Bulk API "lies" in the response

Hello,

I'm having some problems using the Bulk API because it is lying in the response it returns.

I'm using the following request:

    POST /_bulk?refresh=true
    { "index": { "_index": "my_index", "_id": 123 } },
    { "internal_id": 123, "attr1": "value1", "attr2": "value2", ... }

And I'm getting the response below:

    {
      "took": 16,
      "errors": false,
      "items": [
        {
          "index": {
            "_index": "my_index",
            "_type": "_doc",
            "_id": "123",
            "_version": 1,
            "result": "created",
            "forced_refresh": true,
            "_shards": {
              "total": 1,
              "successful": 1,
              "failed": 0
            },
            "_seq_no": 21744,
            "_primary_term": 3,
            "status": 201
          }
        }
      ]
    }

That looks great but the actual issue is that when I go to "my_index" a search for document with id 123, there is no document.

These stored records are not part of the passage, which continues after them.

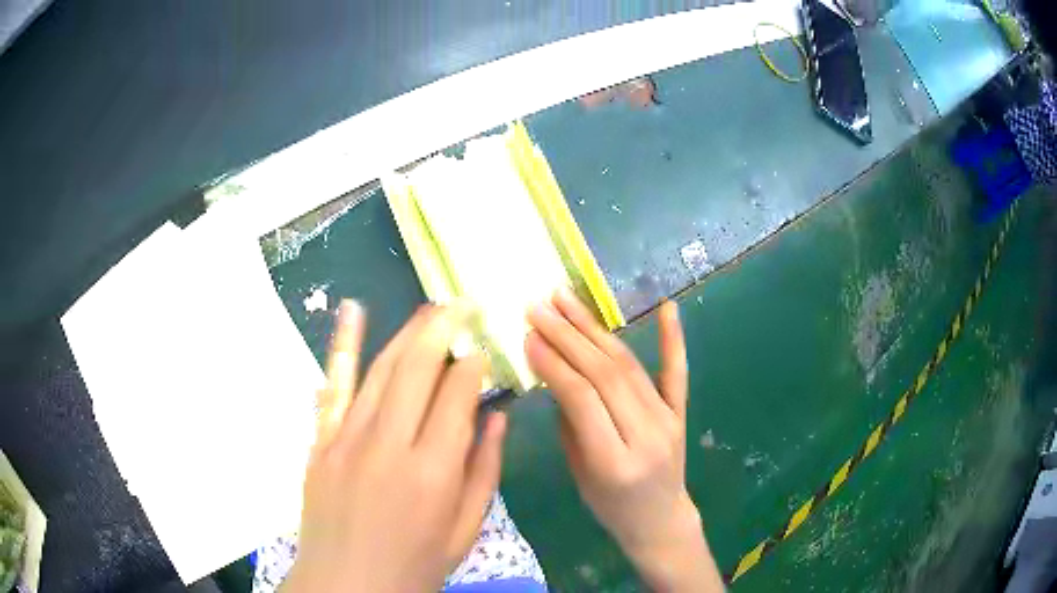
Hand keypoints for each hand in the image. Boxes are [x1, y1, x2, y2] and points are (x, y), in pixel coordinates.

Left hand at [284, 301, 506, 592]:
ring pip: (382, 368)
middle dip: (445, 327)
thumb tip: (498, 417)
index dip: (474, 365)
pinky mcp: (321, 440)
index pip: (457, 395)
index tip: (484, 350)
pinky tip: (352, 310)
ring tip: (432, 305)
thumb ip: (484, 471)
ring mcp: (348, 438)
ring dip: (409, 331)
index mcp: (434, 472)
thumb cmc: (414, 565)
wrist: (346, 584)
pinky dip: (343, 344)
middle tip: (464, 303)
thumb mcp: (465, 530)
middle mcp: (390, 445)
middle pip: (419, 367)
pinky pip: (333, 384)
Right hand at [525, 290, 722, 591]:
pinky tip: (668, 307)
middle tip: (540, 306)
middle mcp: (646, 435)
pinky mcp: (680, 413)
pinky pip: (677, 372)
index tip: (529, 334)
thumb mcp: (579, 475)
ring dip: (595, 328)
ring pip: (629, 366)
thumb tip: (555, 373)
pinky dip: (672, 339)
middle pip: (605, 374)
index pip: (582, 398)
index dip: (554, 363)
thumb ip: (571, 424)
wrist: (660, 521)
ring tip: (567, 300)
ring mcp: (668, 421)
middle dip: (568, 335)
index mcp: (614, 460)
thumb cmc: (611, 507)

In fact, the number of documents of the index does not change.

The "funny" thing is that this behaviour only happens when I launch the request from a Google Cloud Function but if I launch exactly the same request from my local computer, the document is successfully indexed.

Can anyone help me to identify the problem? I'm going crazy...

Thanks in advance!

Can you provide a full reproduction of the requests that you are running for the index and the search, along with the respones?

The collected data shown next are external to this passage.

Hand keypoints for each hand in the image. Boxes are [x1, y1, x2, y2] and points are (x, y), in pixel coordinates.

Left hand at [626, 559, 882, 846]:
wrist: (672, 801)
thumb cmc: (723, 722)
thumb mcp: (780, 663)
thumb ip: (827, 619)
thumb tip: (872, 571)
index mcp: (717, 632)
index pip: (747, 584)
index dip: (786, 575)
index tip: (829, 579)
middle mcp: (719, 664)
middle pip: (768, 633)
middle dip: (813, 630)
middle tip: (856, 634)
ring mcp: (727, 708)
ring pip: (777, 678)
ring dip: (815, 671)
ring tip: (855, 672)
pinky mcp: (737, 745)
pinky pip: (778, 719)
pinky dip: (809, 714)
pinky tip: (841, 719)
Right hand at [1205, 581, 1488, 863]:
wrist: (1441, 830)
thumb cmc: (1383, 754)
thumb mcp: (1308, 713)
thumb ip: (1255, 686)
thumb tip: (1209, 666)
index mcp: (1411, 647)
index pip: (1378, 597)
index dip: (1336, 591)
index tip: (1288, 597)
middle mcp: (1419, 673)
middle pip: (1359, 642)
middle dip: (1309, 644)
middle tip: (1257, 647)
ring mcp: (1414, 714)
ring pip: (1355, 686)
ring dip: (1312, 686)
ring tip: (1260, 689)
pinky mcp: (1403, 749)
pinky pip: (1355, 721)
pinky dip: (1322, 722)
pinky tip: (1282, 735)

I suspect that at the point of searching, the index has not been refreshed, so the document does not yet appear in search results. If you fetch the document using its ID with the Get API, it'll be there.

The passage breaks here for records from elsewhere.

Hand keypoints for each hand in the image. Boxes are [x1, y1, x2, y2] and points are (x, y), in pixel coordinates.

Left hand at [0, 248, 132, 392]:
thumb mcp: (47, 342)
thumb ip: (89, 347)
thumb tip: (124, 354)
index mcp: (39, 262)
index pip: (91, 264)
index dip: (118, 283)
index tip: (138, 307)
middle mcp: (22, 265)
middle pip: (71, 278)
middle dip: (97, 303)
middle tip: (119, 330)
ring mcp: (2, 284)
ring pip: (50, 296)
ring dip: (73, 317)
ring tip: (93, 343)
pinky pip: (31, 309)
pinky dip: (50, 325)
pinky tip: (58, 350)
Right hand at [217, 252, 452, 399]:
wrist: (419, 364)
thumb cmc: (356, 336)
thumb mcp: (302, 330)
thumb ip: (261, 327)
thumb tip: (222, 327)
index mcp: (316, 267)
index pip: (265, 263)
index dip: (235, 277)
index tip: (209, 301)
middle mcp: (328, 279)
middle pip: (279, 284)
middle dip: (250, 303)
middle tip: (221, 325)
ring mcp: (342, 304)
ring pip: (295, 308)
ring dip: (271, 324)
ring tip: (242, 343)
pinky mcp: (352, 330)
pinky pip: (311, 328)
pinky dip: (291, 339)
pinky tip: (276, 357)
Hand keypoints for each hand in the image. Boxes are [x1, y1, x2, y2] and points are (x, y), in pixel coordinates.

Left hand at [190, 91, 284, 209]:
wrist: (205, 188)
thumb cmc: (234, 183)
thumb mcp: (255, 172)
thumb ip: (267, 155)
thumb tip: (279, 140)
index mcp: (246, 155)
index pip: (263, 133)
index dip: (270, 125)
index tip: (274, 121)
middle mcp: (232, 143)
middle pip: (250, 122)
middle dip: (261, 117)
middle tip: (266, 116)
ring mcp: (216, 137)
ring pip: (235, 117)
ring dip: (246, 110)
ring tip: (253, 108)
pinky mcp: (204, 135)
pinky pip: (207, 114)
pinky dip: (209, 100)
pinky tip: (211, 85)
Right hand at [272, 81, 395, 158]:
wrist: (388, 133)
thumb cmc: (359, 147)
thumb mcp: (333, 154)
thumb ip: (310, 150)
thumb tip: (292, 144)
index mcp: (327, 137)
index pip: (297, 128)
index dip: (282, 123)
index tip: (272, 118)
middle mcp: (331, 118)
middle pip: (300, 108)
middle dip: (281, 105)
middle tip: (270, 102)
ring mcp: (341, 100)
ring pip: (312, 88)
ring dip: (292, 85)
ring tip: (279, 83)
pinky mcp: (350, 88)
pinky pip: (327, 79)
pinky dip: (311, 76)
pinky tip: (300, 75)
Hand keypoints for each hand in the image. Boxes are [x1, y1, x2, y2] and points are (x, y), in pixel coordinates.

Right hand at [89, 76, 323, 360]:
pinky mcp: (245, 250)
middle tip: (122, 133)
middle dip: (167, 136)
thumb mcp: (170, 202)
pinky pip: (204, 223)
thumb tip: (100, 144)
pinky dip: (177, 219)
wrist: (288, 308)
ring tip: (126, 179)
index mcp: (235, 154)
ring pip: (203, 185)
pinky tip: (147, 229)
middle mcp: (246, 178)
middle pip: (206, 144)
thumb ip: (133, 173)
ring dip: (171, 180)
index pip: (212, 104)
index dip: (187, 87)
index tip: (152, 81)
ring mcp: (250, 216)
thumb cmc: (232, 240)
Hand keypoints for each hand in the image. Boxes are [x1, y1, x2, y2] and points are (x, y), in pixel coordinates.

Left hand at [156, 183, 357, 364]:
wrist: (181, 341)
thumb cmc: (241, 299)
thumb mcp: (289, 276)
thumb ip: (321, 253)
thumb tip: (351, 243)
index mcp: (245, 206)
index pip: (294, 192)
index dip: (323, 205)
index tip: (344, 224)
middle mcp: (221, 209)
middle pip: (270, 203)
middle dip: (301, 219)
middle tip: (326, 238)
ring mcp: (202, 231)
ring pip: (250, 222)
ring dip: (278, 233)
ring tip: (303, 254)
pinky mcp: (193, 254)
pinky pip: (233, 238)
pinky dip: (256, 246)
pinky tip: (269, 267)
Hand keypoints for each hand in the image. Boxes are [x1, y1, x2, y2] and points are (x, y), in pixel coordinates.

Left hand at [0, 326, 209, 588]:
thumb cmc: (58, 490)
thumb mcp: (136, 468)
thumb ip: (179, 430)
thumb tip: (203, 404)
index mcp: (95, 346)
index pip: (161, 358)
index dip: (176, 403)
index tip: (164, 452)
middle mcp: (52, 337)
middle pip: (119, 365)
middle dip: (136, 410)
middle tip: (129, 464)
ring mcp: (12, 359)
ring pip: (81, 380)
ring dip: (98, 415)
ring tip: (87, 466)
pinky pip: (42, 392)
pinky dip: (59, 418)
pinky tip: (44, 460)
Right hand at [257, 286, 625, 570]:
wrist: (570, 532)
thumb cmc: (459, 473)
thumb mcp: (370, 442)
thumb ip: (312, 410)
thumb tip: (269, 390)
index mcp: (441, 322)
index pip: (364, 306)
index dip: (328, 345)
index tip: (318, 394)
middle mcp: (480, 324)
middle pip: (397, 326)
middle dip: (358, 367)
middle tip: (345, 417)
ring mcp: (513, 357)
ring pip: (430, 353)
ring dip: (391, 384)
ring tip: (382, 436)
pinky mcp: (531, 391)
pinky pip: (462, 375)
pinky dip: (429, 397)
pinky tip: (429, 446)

Thanks for the quick response.

Here is a real request (just changed the values of the attributes and the endpoint, that is in Elastic Cloud as you can see):

POST https://my_elastic_cloud_id.gcp.cloud.es.io:9243/_bulk?refresh=true
{"index": {"_index": "my_production_index", "_id": 4789467775055}}
{"store": "STORENAME", "my_id": 4789467775055, "product": {"pname": "the name", "pbrand": "the brand", "pphotos": ["https://url.to.photo.1.jpg", "https://url.to.photo.2.jpg"], "pid": "140205970", "pcategory": "the category", "pdesc": "the text of the description", "pvariants": [{"size": "40", "qty": 5}, {"size": "41.5", "qty": 10}], "pcompareatprice": 127, "ptags": ["tag1", "tag2"], "gender": "Female", "age": "Adult", "pprice": 78, "pdiscount": 39, "pdate": "2020-09-16 08:15:48"}}

And this is the actual response to that request:

{
  "took": 13,
  "errors": false,
  "items": [
    {
      "index": {
        "_index": "my_production_index",
        "_type": "_doc",
        "_id": "4789467775055",
        "_version": 1,
        "result": "created",
        "forced_refresh": true,
        "_shards": {
          "total": 1,
          "successful": 1,
          "failed": 0
        },
        "_seq_no": 813,
        "_primary_term": 1,
        "status": 201
      }
    }
  ]
}

I also thought in the refresh thing that point @forloop, but as you can see in the request, I force it.

Further, I do check the number of documents of the index before and after the indexing and it doesn't change (being 731 both times):

GET /_cat/indices

The query I'm using to check the document is (launched from the Kibana console):

GET my_production_index/_search
{
  "query": { 
      "ids": { 
          "values": [ 4789467775055 ]
      }
  },
  "size" : 1
}

And the response is:

{
  "took" : 0,
  "timed_out" : false,
  "_shards" : {
    "total" : 1,
    "successful" : 1,
    "skipped" : 0,
    "failed" : 0
  },
  "hits" : {
    "total" : {
      "value" : 0,
      "relation" : "eq"
    },
    "max_score" : null,
    "hits" : [ ]
  }
}

And, as I said in the first post, if I do repeat exactly the same request from my laptop or the Kibana console, the request works fine and index the document, but when I launch it from the Google Cloud Function, I get a valid response but the document is not indexed.

Any idea about how I can detect and fix the issue?

Many thanks!

1 Like

I just ran the exact commands you posted (thanks for that!) and my response was;

{
  "took" : 1,
  "timed_out" : false,
  "_shards" : {
    "total" : 1,
    "successful" : 1,
    "skipped" : 0,
    "failed" : 0
  },
  "hits" : {
    "total" : {
      "value" : 1,
      "relation" : "eq"
    },
    "max_score" : 1.0,
    "hits" : [
      {
        "_index" : "my_production_index",
        "_type" : "_doc",
        "_id" : "4789467775055",
        "_score" : 1.0,
        "_source" : {
          "store" : "STORENAME",
          "my_id" : 4789467775055,
          "product" : {
            "pname" : "the name",
            "pbrand" : "the brand",
            "pphotos" : [
              "https://url.to.photo.1.jpg",
              "https://url.to.photo.2.jpg"
            ],
            "pid" : "140205970",
            "pcategory" : "the category",
            "pdesc" : "the text of the description",
            "pvariants" : [
              {
                "size" : "40",
                "qty" : 5
              },
              {
                "size" : "41.5",
                "qty" : 10
              }
            ],
            "pcompareatprice" : 127,
            "ptags" : [
              "tag1",
              "tag2"
            ],
            "gender" : "Female",
            "age" : "Adult",
            "pprice" : 78,
            "pdiscount" : 39,
            "pdate" : "2020-09-16 08:15:48"
          }
        }
      }
    ]
  }
}

What version are you on?

I'm in 7.9, just migrated last week.

From my laptop, I get that same result, but not from the server.

Is there any way to debug what it is actually happening?

Possibly-silly question, but are you sure you're indexing into the same cluster as the one against which you're subsequently searching? Check GET _cluster/state/nodes from both locations and verify that they're completely identical.

Hello,

I finally found the problem.

After indexing the document, another process was automatically triggered and it was deleting the indexed document, that's the reason I couldn't find it and everything looked fine during indexing.

Sorry to bother you and thanks again for your help!

1 Like